REQUIRED ACTION:
Would you reproduce the entries that follow exactly as they appear?

DATA FOR ANALYSIS:
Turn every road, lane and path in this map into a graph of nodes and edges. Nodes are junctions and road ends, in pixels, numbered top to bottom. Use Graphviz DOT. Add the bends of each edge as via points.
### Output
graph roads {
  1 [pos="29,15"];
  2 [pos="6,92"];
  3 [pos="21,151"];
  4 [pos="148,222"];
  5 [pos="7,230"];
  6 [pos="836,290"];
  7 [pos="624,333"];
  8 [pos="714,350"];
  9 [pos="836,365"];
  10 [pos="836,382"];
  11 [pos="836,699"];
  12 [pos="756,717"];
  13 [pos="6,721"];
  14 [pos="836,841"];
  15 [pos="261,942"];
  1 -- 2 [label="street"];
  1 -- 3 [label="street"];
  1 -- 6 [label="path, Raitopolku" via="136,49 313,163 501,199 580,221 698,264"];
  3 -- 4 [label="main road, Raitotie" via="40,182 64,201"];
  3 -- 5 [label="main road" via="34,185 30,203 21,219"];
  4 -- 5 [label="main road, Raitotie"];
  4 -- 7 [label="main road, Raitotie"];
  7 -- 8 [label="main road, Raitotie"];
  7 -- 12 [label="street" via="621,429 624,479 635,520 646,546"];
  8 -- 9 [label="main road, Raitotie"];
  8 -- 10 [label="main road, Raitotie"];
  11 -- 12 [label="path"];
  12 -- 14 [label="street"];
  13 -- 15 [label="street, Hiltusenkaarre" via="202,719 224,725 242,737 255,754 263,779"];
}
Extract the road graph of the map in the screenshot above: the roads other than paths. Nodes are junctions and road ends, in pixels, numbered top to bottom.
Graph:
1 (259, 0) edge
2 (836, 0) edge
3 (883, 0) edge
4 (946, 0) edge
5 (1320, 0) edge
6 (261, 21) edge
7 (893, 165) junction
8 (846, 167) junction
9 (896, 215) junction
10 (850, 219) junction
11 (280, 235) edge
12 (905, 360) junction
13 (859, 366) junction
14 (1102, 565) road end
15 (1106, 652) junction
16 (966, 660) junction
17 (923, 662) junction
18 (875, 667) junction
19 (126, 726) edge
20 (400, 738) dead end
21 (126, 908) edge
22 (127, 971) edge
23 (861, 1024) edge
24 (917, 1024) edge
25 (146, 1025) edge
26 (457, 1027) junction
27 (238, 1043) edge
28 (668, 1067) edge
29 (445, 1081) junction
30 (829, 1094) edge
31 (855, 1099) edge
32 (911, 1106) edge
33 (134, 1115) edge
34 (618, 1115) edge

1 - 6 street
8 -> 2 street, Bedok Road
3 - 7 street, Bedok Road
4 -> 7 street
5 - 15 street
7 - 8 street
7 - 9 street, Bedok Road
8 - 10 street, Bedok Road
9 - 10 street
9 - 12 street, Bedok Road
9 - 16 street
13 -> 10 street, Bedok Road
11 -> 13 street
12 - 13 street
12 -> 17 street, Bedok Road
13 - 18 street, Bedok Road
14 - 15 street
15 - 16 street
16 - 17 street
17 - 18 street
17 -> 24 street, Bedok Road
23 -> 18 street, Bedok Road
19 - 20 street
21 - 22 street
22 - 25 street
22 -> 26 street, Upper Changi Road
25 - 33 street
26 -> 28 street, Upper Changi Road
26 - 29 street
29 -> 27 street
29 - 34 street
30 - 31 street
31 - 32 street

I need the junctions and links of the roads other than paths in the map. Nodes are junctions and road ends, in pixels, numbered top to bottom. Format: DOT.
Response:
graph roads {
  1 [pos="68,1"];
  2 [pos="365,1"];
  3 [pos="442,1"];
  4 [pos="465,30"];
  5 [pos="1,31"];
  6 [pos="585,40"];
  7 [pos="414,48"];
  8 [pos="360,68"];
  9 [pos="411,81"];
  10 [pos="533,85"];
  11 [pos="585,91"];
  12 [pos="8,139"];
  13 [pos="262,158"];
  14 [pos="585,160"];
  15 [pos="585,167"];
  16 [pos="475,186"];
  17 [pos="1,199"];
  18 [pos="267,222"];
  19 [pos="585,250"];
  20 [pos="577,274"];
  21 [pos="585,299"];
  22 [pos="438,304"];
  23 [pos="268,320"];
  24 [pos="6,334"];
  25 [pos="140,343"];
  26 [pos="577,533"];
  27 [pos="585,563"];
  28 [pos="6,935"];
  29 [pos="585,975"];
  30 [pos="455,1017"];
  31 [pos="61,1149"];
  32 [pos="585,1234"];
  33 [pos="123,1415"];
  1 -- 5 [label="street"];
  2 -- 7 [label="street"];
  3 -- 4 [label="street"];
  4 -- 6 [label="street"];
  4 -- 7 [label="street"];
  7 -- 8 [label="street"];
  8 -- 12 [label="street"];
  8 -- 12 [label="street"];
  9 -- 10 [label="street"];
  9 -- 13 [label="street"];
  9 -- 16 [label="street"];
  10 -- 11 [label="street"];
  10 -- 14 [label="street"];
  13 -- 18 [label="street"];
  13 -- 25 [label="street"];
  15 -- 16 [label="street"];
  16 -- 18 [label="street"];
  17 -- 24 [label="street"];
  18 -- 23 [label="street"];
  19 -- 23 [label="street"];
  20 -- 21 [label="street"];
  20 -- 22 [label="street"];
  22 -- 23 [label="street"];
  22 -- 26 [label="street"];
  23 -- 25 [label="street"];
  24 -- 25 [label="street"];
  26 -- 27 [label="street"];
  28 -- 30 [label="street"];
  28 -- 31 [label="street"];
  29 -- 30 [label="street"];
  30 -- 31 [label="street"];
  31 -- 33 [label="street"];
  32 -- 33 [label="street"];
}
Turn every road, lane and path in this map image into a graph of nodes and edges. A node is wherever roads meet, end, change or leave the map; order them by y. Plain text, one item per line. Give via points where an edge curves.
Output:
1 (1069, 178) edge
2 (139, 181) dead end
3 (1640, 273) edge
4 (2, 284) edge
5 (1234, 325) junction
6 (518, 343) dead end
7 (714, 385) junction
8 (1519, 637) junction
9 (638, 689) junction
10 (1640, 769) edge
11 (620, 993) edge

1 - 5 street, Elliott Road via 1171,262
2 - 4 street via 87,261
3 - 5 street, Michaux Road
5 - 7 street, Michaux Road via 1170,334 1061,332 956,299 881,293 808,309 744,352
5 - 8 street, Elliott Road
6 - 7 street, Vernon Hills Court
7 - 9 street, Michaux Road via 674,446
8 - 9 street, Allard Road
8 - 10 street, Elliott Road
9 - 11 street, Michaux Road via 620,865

ANSWER TO THE PROBLEM:
Turn every road, lane and path in this map into a graph of nodes and edges. Nodes are junctions and road ends, in pixels, numbered top to bottom. Use Graphviz DOT. Add the bends of each edge as via points.
### Output
graph roads {
  1 [pos="29,15"];
  2 [pos="6,92"];
  3 [pos="21,151"];
  4 [pos="148,222"];
  5 [pos="7,230"];
  6 [pos="836,290"];
  7 [pos="624,333"];
  8 [pos="714,350"];
  9 [pos="836,365"];
  10 [pos="836,382"];
  11 [pos="836,699"];
  12 [pos="756,717"];
  13 [pos="6,721"];
  14 [pos="836,841"];
  15 [pos="261,942"];
  1 -- 2 [label="street"];
  1 -- 3 [label="street"];
  1 -- 6 [label="path, Raitopolku" via="136,49 313,163 501,199 580,221 698,264"];
  3 -- 4 [label="main road, Raitotie" via="40,182 64,201"];
  3 -- 5 [label="main road" via="34,185 30,203 21,219"];
  4 -- 5 [label="main road, Raitotie"];
  4 -- 7 [label="main road, Raitotie"];
  7 -- 8 [label="main road, Raitotie"];
  7 -- 12 [label="street" via="621,429 624,479 635,520 646,546"];
  8 -- 9 [label="main road, Raitotie"];
  8 -- 10 [label="main road, Raitotie"];
  11 -- 12 [label="path"];
  12 -- 14 [label="street"];
  13 -- 15 [label="street, Hiltusenkaarre" via="202,719 224,725 242,737 255,754 263,779"];
}
Extract the road graph of the map in the screenshot above: the roads other than paths. Nodes are junctions and road ends, in pixels, numbered top to bottom.
Graph:
1 (259, 0) edge
2 (836, 0) edge
3 (883, 0) edge
4 (946, 0) edge
5 (1320, 0) edge
6 (261, 21) edge
7 (893, 165) junction
8 (846, 167) junction
9 (896, 215) junction
10 (850, 219) junction
11 (280, 235) edge
12 (905, 360) junction
13 (859, 366) junction
14 (1102, 565) road end
15 (1106, 652) junction
16 (966, 660) junction
17 (923, 662) junction
18 (875, 667) junction
19 (126, 726) edge
20 (400, 738) dead end
21 (126, 908) edge
22 (127, 971) edge
23 (861, 1024) edge
24 (917, 1024) edge
25 (146, 1025) edge
26 (457, 1027) junction
27 (238, 1043) edge
28 (668, 1067) edge
29 (445, 1081) junction
30 (829, 1094) edge
31 (855, 1099) edge
32 (911, 1106) edge
33 (134, 1115) edge
34 (618, 1115) edge

1 - 6 street
8 -> 2 street, Bedok Road
3 - 7 street, Bedok Road
4 -> 7 street
5 - 15 street
7 - 8 street
7 - 9 street, Bedok Road
8 - 10 street, Bedok Road
9 - 10 street
9 - 12 street, Bedok Road
9 - 16 street
13 -> 10 street, Bedok Road
11 -> 13 street
12 - 13 street
12 -> 17 street, Bedok Road
13 - 18 street, Bedok Road
14 - 15 street
15 - 16 street
16 - 17 street
17 - 18 street
17 -> 24 street, Bedok Road
23 -> 18 street, Bedok Road
19 - 20 street
21 - 22 street
22 - 25 street
22 -> 26 street, Upper Changi Road
25 - 33 street
26 -> 28 street, Upper Changi Road
26 - 29 street
29 -> 27 street
29 - 34 street
30 - 31 street
31 - 32 street

I need the junctions and links of the roads other than paths in the map. Nodes are junctions and road ends, in pixels, numbered top to bottom. Format: DOT.
Response:
graph roads {
  1 [pos="68,1"];
  2 [pos="365,1"];
  3 [pos="442,1"];
  4 [pos="465,30"];
  5 [pos="1,31"];
  6 [pos="585,40"];
  7 [pos="414,48"];
  8 [pos="360,68"];
  9 [pos="411,81"];
  10 [pos="533,85"];
  11 [pos="585,91"];
  12 [pos="8,139"];
  13 [pos="262,158"];
  14 [pos="585,160"];
  15 [pos="585,167"];
  16 [pos="475,186"];
  17 [pos="1,199"];
  18 [pos="267,222"];
  19 [pos="585,250"];
  20 [pos="577,274"];
  21 [pos="585,299"];
  22 [pos="438,304"];
  23 [pos="268,320"];
  24 [pos="6,334"];
  25 [pos="140,343"];
  26 [pos="577,533"];
  27 [pos="585,563"];
  28 [pos="6,935"];
  29 [pos="585,975"];
  30 [pos="455,1017"];
  31 [pos="61,1149"];
  32 [pos="585,1234"];
  33 [pos="123,1415"];
  1 -- 5 [label="street"];
  2 -- 7 [label="street"];
  3 -- 4 [label="street"];
  4 -- 6 [label="street"];
  4 -- 7 [label="street"];
  7 -- 8 [label="street"];
  8 -- 12 [label="street"];
  8 -- 12 [label="street"];
  9 -- 10 [label="street"];
  9 -- 13 [label="street"];
  9 -- 16 [label="street"];
  10 -- 11 [label="street"];
  10 -- 14 [label="street"];
  13 -- 18 [label="street"];
  13 -- 25 [label="street"];
  15 -- 16 [label="street"];
  16 -- 18 [label="street"];
  17 -- 24 [label="street"];
  18 -- 23 [label="street"];
  19 -- 23 [label="street"];
  20 -- 21 [label="street"];
  20 -- 22 [label="street"];
  22 -- 23 [label="street"];
  22 -- 26 [label="street"];
  23 -- 25 [label="street"];
  24 -- 25 [label="street"];
  26 -- 27 [label="street"];
  28 -- 30 [label="street"];
  28 -- 31 [label="street"];
  29 -- 30 [label="street"];
  30 -- 31 [label="street"];
  31 -- 33 [label="street"];
  32 -- 33 [label="street"];
}
Turn every road, lane and path in this map image into a graph of nodes and edges. A node is wherever roads meet, end, change or leave the map; order them by y. Plain text, one item per line. Give via points where an edge curves.
Output:
1 (1069, 178) edge
2 (139, 181) dead end
3 (1640, 273) edge
4 (2, 284) edge
5 (1234, 325) junction
6 (518, 343) dead end
7 (714, 385) junction
8 (1519, 637) junction
9 (638, 689) junction
10 (1640, 769) edge
11 (620, 993) edge

1 - 5 street, Elliott Road via 1171,262
2 - 4 street via 87,261
3 - 5 street, Michaux Road
5 - 7 street, Michaux Road via 1170,334 1061,332 956,299 881,293 808,309 744,352
5 - 8 street, Elliott Road
6 - 7 street, Vernon Hills Court
7 - 9 street, Michaux Road via 674,446
8 - 9 street, Allard Road
8 - 10 street, Elliott Road
9 - 11 street, Michaux Road via 620,865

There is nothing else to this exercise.